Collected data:
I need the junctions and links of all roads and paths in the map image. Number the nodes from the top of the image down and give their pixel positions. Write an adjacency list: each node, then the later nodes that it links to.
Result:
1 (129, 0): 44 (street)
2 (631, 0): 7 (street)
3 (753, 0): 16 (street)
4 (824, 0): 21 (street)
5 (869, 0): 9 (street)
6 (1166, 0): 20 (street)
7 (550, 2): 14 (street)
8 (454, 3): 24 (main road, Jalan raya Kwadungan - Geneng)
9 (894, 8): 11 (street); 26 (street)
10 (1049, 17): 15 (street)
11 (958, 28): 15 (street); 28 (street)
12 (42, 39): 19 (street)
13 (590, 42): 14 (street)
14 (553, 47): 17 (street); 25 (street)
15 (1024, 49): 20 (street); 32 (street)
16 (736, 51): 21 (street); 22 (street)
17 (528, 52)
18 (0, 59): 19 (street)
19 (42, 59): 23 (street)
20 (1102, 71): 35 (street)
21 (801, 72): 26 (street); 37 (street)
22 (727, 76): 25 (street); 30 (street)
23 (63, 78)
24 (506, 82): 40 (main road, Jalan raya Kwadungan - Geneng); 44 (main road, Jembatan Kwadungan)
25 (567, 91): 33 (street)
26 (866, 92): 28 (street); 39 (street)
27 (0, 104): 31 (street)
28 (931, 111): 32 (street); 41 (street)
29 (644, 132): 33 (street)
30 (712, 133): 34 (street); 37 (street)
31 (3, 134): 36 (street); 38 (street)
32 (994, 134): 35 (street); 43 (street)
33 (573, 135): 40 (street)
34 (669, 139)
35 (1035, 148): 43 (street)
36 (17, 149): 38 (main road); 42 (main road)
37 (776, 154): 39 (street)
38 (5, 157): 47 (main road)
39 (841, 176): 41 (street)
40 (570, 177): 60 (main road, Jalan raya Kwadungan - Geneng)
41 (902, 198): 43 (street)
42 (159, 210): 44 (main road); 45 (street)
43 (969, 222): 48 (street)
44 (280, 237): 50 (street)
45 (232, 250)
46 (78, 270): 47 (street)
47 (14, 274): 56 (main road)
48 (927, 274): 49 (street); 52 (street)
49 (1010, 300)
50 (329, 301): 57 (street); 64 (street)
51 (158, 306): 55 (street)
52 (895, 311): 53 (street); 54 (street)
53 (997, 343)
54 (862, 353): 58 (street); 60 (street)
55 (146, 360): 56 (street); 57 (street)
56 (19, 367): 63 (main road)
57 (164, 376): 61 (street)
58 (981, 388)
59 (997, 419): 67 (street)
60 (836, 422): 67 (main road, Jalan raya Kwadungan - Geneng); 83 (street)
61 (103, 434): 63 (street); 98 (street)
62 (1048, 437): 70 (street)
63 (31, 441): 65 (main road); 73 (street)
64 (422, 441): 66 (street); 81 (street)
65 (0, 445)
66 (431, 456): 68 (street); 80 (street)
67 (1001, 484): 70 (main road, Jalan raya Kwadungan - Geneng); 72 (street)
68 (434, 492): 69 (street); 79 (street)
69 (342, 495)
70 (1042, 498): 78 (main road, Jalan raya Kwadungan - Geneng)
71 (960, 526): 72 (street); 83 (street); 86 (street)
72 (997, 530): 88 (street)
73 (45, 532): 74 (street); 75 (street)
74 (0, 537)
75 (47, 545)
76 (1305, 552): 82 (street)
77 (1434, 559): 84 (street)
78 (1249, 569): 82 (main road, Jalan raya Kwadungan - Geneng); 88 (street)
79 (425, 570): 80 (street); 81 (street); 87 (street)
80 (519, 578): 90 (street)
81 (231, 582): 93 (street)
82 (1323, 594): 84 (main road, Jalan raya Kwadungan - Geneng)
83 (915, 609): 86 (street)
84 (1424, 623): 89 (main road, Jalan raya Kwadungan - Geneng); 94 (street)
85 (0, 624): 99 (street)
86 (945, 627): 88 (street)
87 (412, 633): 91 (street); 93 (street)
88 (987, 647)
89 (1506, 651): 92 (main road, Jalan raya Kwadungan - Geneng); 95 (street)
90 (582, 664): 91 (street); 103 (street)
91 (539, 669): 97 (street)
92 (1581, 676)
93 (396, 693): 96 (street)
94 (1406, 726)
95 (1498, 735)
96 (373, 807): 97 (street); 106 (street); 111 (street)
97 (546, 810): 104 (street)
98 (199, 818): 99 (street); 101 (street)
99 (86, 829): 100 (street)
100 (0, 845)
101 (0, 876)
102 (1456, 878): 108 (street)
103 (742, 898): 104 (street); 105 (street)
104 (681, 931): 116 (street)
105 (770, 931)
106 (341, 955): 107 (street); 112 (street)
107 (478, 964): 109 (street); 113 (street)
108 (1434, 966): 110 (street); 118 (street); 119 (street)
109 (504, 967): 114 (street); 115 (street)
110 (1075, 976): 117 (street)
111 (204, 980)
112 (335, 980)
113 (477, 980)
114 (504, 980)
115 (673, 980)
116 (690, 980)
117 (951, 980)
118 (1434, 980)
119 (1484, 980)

(Task prompt) Please be sure to repeat every entry exactly.

(Your solution)
I need the junctions and links of all roads and paths in the map image. Number the nodes from the top of the image down and give their pixel positions. Write an adjacency list: each node, then the later nodes that it links to.
Result:
1 (129, 0): 44 (street)
2 (631, 0): 7 (street)
3 (753, 0): 16 (street)
4 (824, 0): 21 (street)
5 (869, 0): 9 (street)
6 (1166, 0): 20 (street)
7 (550, 2): 14 (street)
8 (454, 3): 24 (main road, Jalan raya Kwadungan - Geneng)
9 (894, 8): 11 (street); 26 (street)
10 (1049, 17): 15 (street)
11 (958, 28): 15 (street); 28 (street)
12 (42, 39): 19 (street)
13 (590, 42): 14 (street)
14 (553, 47): 17 (street); 25 (street)
15 (1024, 49): 20 (street); 32 (street)
16 (736, 51): 21 (street); 22 (street)
17 (528, 52)
18 (0, 59): 19 (street)
19 (42, 59): 23 (street)
20 (1102, 71): 35 (street)
21 (801, 72): 26 (street); 37 (street)
22 (727, 76): 25 (street); 30 (street)
23 (63, 78)
24 (506, 82): 40 (main road, Jalan raya Kwadungan - Geneng); 44 (main road, Jembatan Kwadungan)
25 (567, 91): 33 (street)
26 (866, 92): 28 (street); 39 (street)
27 (0, 104): 31 (street)
28 (931, 111): 32 (street); 41 (street)
29 (644, 132): 33 (street)
30 (712, 133): 34 (street); 37 (street)
31 (3, 134): 36 (street); 38 (street)
32 (994, 134): 35 (street); 43 (street)
33 (573, 135): 40 (street)
34 (669, 139)
35 (1035, 148): 43 (street)
36 (17, 149): 38 (main road); 42 (main road)
37 (776, 154): 39 (street)
38 (5, 157): 47 (main road)
39 (841, 176): 41 (street)
40 (570, 177): 60 (main road, Jalan raya Kwadungan - Geneng)
41 (902, 198): 43 (street)
42 (159, 210): 44 (main road); 45 (street)
43 (969, 222): 48 (street)
44 (280, 237): 50 (street)
45 (232, 250)
46 (78, 270): 47 (street)
47 (14, 274): 56 (main road)
48 (927, 274): 49 (street); 52 (street)
49 (1010, 300)
50 (329, 301): 57 (street); 64 (street)
51 (158, 306): 55 (street)
52 (895, 311): 53 (street); 54 (street)
53 (997, 343)
54 (862, 353): 58 (street); 60 (street)
55 (146, 360): 56 (street); 57 (street)
56 (19, 367): 63 (main road)
57 (164, 376): 61 (street)
58 (981, 388)
59 (997, 419): 67 (street)
60 (836, 422): 67 (main road, Jalan raya Kwadungan - Geneng); 83 (street)
61 (103, 434): 63 (street); 98 (street)
62 (1048, 437): 70 (street)
63 (31, 441): 65 (main road); 73 (street)
64 (422, 441): 66 (street); 81 (street)
65 (0, 445)
66 (431, 456): 68 (street); 80 (street)
67 (1001, 484): 70 (main road, Jalan raya Kwadungan - Geneng); 72 (street)
68 (434, 492): 69 (street); 79 (street)
69 (342, 495)
70 (1042, 498): 78 (main road, Jalan raya Kwadungan - Geneng)
71 (960, 526): 72 (street); 83 (street); 86 (street)
72 (997, 530): 88 (street)
73 (45, 532): 74 (street); 75 (street)
74 (0, 537)
75 (47, 545)
76 (1305, 552): 82 (street)
77 (1434, 559): 84 (street)
78 (1249, 569): 82 (main road, Jalan raya Kwadungan - Geneng); 88 (street)
79 (425, 570): 80 (street); 81 (street); 87 (street)
80 (519, 578): 90 (street)
81 (231, 582): 93 (street)
82 (1323, 594): 84 (main road, Jalan raya Kwadungan - Geneng)
83 (915, 609): 86 (street)
84 (1424, 623): 89 (main road, Jalan raya Kwadungan - Geneng); 94 (street)
85 (0, 624): 99 (street)
86 (945, 627): 88 (street)
87 (412, 633): 91 (street); 93 (street)
88 (987, 647)
89 (1506, 651): 92 (main road, Jalan raya Kwadungan - Geneng); 95 (street)
90 (582, 664): 91 (street); 103 (street)
91 (539, 669): 97 (street)
92 (1581, 676)
93 (396, 693): 96 (street)
94 (1406, 726)
95 (1498, 735)
96 (373, 807): 97 (street); 106 (street); 111 (street)
97 (546, 810): 104 (street)
98 (199, 818): 99 (street); 101 (street)
99 (86, 829): 100 (street)
100 (0, 845)
101 (0, 876)
102 (1456, 878): 108 (street)
103 (742, 898): 104 (street); 105 (street)
104 (681, 931): 116 (street)
105 (770, 931)
106 (341, 955): 107 (street); 112 (street)
107 (478, 964): 109 (street); 113 (street)
108 (1434, 966): 110 (street); 118 (street); 119 (street)
109 (504, 967): 114 (street); 115 (street)
110 (1075, 976): 117 (street)
111 (204, 980)
112 (335, 980)
113 (477, 980)
114 (504, 980)
115 (673, 980)
116 (690, 980)
117 (951, 980)
118 (1434, 980)
119 (1484, 980)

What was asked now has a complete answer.